### THE INPUT

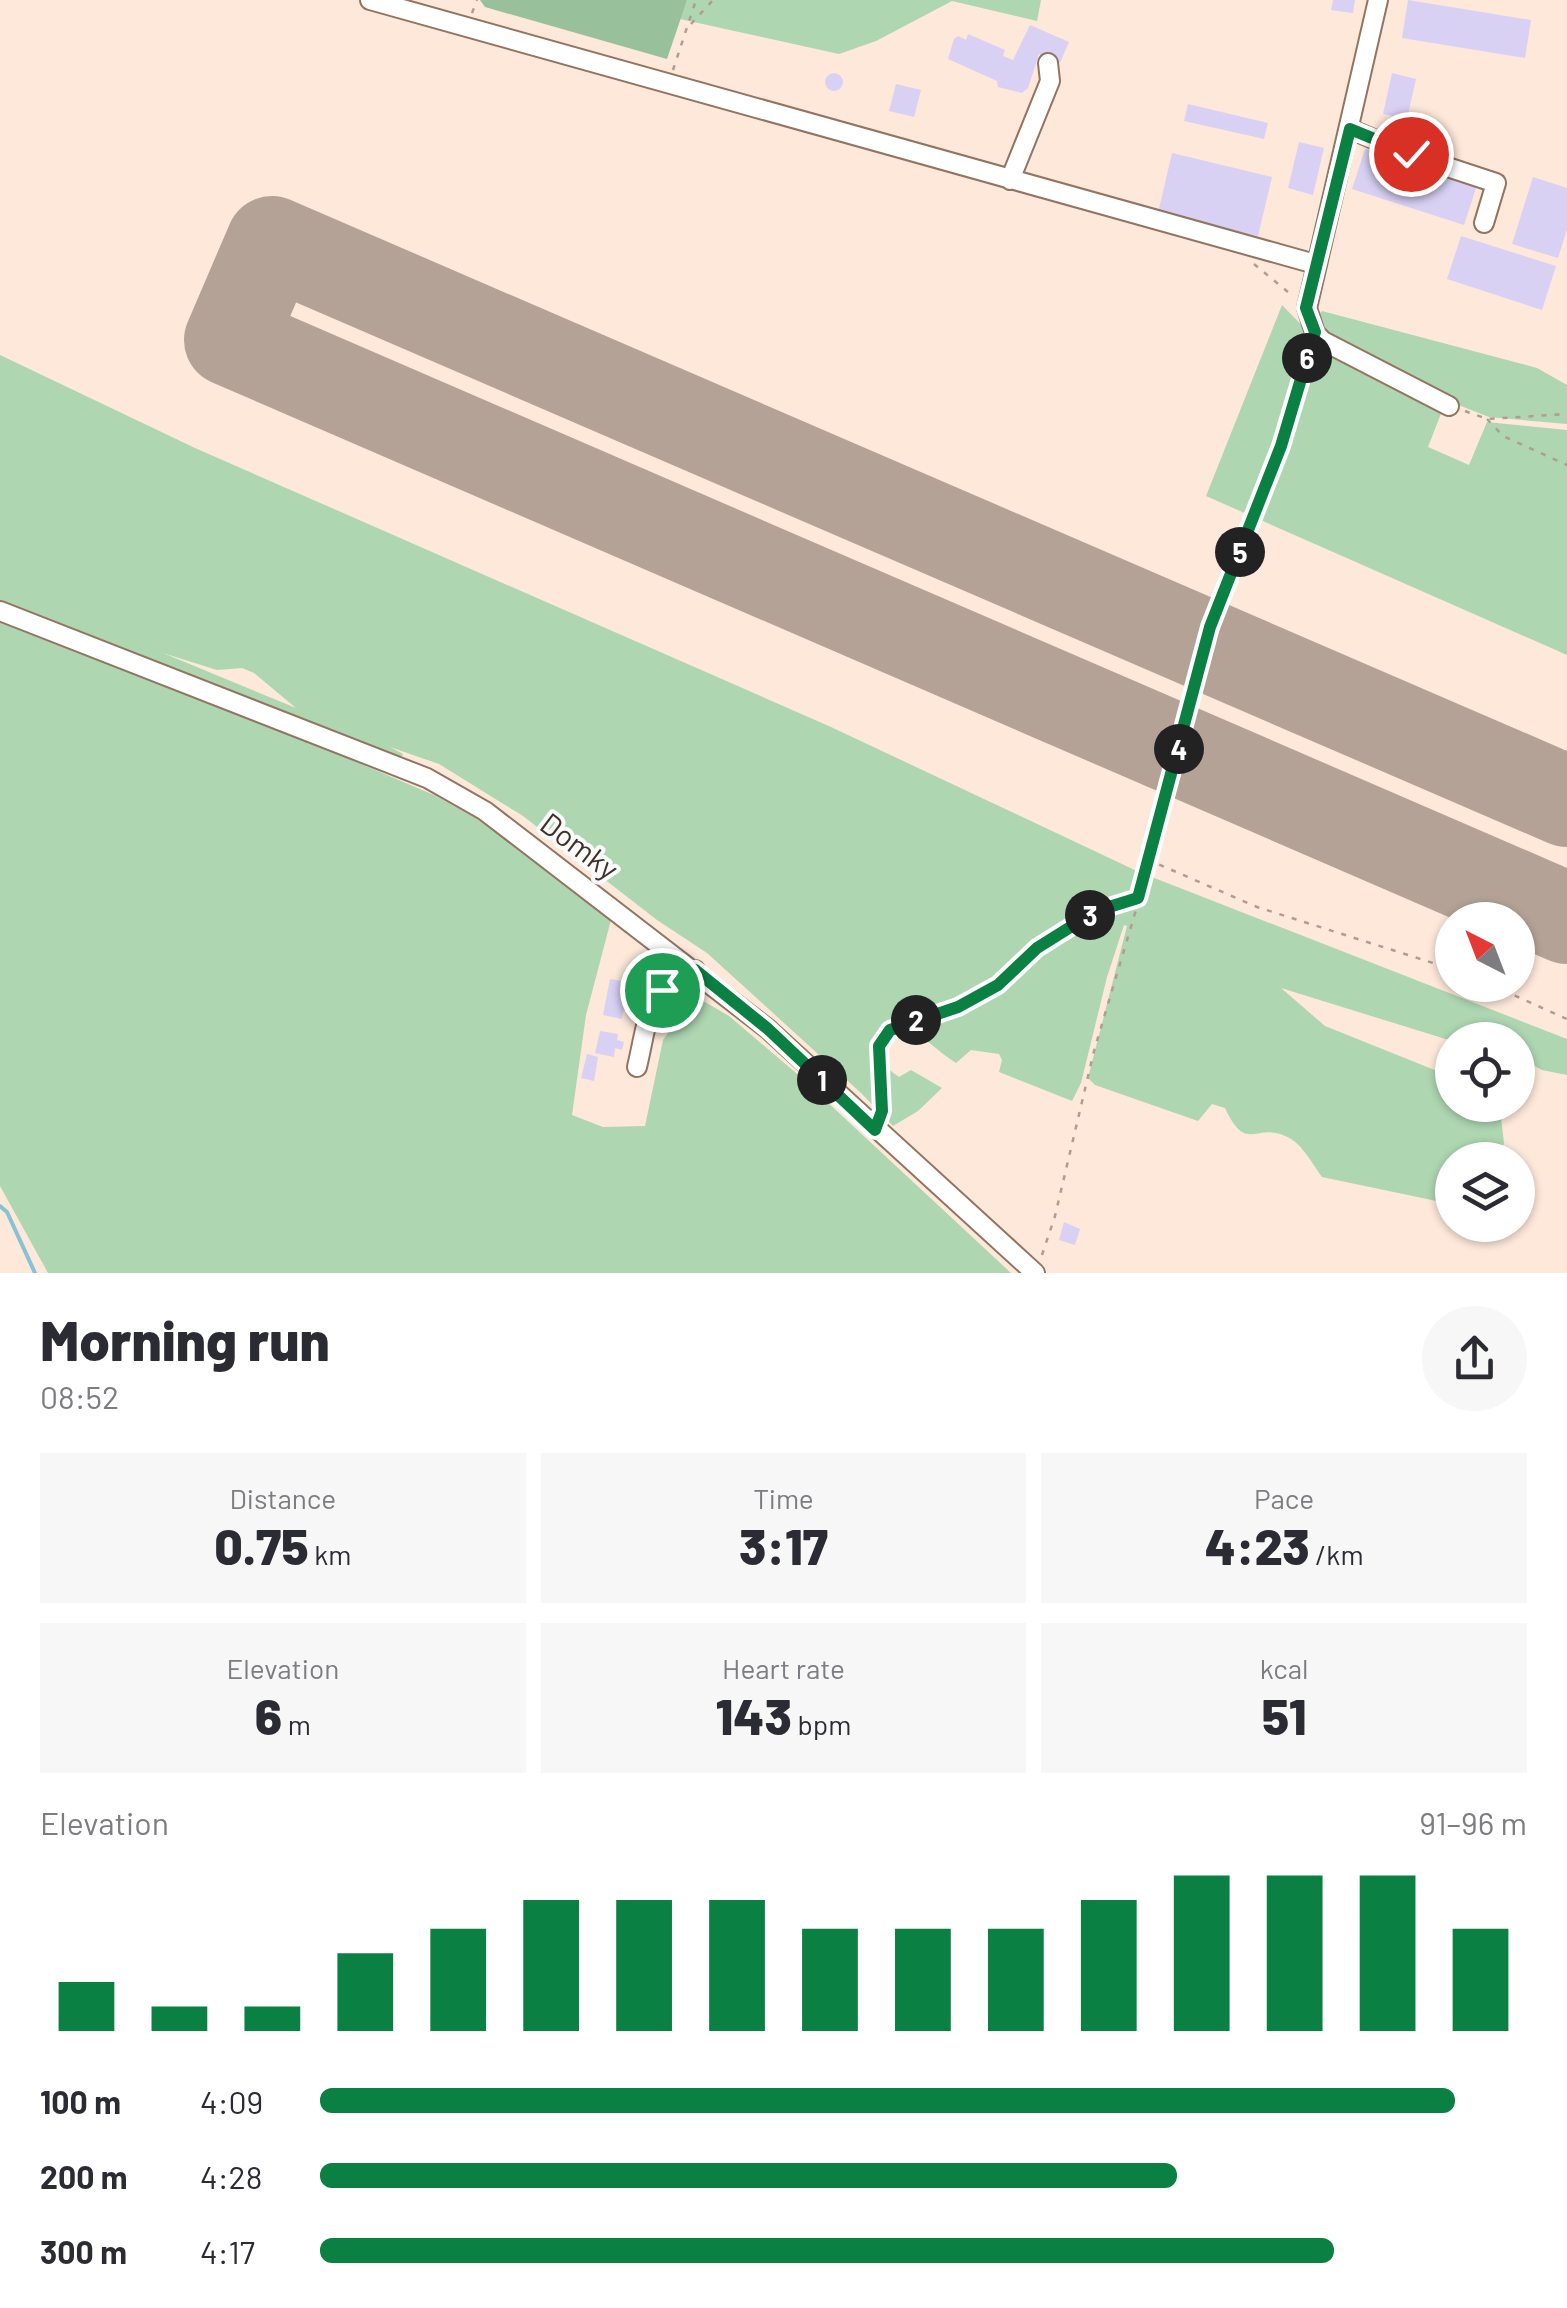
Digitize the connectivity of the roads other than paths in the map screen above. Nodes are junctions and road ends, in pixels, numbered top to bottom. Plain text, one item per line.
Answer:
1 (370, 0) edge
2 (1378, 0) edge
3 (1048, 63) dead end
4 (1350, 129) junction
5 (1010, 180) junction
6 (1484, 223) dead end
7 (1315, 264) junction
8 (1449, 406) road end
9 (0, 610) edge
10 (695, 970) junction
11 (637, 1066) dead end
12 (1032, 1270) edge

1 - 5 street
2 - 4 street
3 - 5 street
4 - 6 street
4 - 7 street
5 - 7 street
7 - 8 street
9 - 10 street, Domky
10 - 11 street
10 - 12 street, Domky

--

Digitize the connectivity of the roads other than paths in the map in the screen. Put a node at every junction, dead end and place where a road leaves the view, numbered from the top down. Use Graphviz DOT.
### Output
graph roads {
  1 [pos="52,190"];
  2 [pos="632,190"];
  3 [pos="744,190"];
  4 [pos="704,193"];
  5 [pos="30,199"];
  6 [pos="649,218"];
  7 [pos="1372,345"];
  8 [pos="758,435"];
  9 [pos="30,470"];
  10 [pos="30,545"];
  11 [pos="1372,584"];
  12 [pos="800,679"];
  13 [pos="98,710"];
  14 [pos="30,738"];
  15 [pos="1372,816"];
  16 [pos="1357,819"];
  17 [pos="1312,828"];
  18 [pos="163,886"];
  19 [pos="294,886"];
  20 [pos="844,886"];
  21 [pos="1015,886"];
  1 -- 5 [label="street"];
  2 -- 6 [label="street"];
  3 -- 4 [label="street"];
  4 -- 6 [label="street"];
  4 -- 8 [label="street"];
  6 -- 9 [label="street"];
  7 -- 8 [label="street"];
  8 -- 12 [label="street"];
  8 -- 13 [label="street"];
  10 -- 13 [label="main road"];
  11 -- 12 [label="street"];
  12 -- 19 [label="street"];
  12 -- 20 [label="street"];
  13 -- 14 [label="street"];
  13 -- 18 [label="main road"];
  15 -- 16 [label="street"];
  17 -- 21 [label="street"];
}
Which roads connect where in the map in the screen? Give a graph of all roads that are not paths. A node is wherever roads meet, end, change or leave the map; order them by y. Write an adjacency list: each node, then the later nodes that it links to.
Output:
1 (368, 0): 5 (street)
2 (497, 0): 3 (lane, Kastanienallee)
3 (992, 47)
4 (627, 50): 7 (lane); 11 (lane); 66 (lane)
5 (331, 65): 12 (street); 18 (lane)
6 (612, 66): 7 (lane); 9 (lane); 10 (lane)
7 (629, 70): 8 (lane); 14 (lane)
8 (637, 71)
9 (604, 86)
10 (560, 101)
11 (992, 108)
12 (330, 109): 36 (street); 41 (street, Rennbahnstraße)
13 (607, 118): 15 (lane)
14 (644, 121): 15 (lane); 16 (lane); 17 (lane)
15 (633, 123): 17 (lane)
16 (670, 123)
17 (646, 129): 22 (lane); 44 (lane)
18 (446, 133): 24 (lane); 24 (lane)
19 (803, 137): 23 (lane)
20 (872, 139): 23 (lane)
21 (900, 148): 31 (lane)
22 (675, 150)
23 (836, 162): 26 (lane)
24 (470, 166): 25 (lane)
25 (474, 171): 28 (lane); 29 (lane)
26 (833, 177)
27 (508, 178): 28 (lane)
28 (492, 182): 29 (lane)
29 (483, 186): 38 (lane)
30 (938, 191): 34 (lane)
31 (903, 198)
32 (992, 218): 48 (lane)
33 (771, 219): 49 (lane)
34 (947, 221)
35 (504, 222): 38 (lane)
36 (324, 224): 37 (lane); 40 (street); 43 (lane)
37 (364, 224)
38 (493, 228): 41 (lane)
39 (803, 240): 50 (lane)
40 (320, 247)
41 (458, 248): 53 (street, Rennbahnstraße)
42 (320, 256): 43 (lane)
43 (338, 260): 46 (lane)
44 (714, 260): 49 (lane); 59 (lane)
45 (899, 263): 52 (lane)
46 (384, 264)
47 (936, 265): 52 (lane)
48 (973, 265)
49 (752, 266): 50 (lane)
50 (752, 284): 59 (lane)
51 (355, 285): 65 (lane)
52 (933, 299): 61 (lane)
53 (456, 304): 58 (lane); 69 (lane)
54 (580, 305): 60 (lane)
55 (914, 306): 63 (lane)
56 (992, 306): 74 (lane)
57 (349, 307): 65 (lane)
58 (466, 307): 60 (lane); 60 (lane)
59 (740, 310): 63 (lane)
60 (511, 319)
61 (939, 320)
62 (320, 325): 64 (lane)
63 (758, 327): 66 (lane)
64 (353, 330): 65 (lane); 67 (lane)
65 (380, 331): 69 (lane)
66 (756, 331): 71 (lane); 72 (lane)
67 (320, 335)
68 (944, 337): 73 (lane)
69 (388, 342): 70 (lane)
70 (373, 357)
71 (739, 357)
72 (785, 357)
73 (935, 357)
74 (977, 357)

* * *

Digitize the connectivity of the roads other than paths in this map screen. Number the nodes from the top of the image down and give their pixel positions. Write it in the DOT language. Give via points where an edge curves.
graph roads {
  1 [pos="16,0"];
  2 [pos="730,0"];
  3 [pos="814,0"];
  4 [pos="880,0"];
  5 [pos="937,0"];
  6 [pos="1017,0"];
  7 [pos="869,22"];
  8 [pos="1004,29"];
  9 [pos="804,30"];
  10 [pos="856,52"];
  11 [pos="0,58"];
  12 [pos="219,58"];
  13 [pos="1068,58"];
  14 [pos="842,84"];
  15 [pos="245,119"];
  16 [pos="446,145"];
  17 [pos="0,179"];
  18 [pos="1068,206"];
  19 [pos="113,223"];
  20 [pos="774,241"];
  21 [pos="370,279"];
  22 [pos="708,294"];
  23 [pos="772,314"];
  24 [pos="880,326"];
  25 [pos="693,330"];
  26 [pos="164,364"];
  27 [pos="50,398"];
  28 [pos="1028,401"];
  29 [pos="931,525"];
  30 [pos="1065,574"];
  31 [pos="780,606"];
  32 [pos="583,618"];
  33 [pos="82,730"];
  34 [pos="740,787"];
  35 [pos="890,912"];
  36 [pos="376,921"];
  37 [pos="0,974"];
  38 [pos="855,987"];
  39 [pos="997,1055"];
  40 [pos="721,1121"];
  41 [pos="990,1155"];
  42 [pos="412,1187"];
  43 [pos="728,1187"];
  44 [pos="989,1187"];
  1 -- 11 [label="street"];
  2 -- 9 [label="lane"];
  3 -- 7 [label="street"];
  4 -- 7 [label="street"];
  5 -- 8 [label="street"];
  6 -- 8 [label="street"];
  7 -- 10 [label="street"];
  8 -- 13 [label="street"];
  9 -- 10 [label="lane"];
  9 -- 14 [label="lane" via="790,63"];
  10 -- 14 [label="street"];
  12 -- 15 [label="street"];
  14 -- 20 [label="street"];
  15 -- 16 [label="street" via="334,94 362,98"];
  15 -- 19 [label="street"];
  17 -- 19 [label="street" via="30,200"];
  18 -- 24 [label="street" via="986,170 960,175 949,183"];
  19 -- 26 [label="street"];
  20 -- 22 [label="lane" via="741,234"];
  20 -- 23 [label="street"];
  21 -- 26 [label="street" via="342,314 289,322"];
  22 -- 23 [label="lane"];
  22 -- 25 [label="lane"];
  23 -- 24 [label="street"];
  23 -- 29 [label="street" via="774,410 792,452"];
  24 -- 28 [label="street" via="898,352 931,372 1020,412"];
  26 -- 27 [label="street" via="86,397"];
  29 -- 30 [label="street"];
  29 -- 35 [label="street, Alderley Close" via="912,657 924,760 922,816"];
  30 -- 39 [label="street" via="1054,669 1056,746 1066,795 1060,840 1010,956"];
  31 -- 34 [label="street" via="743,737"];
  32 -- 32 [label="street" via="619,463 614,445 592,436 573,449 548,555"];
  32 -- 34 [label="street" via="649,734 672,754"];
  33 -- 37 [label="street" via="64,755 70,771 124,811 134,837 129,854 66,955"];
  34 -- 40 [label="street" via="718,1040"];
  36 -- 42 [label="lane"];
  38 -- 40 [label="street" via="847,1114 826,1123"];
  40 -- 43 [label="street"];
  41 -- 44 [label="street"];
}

### PROBLEM STATEMENT
Say how many lines in the preceding material hold the word "numbered"; nothing else belongs in the reply.

### YOUR SOLUTION
2